◆ WHAT NEEDS TO BE DONE: Give back the records in their entirety, exactly.

◆ INFORMATION:
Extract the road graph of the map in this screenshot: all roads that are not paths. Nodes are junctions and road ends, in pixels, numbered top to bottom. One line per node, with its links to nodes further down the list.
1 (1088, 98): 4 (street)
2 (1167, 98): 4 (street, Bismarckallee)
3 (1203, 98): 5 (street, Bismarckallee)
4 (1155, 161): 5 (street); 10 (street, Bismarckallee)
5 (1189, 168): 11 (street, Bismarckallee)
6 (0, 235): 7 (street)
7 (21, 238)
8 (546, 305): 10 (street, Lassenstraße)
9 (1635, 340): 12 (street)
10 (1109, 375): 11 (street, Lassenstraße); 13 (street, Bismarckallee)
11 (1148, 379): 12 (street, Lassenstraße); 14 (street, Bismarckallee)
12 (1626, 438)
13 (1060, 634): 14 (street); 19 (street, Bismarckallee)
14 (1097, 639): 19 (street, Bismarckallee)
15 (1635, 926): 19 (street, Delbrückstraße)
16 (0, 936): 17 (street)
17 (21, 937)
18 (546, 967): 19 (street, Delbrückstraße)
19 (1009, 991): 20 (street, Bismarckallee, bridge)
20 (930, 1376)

◆ ANSWER SECTION:
Extract the road graph of the map in this screenshot: all roads that are not paths. Nodes are junctions and road ends, in pixels, numbered top to bottom. One line per node, with its links to nodes further down the list.
1 (1088, 98): 4 (street)
2 (1167, 98): 4 (street, Bismarckallee)
3 (1203, 98): 5 (street, Bismarckallee)
4 (1155, 161): 5 (street); 10 (street, Bismarckallee)
5 (1189, 168): 11 (street, Bismarckallee)
6 (0, 235): 7 (street)
7 (21, 238)
8 (546, 305): 10 (street, Lassenstraße)
9 (1635, 340): 12 (street)
10 (1109, 375): 11 (street, Lassenstraße); 13 (street, Bismarckallee)
11 (1148, 379): 12 (street, Lassenstraße); 14 (street, Bismarckallee)
12 (1626, 438)
13 (1060, 634): 14 (street); 19 (street, Bismarckallee)
14 (1097, 639): 19 (street, Bismarckallee)
15 (1635, 926): 19 (street, Delbrückstraße)
16 (0, 936): 17 (street)
17 (21, 937)
18 (546, 967): 19 (street, Delbrückstraße)
19 (1009, 991): 20 (street, Bismarckallee, bridge)
20 (930, 1376)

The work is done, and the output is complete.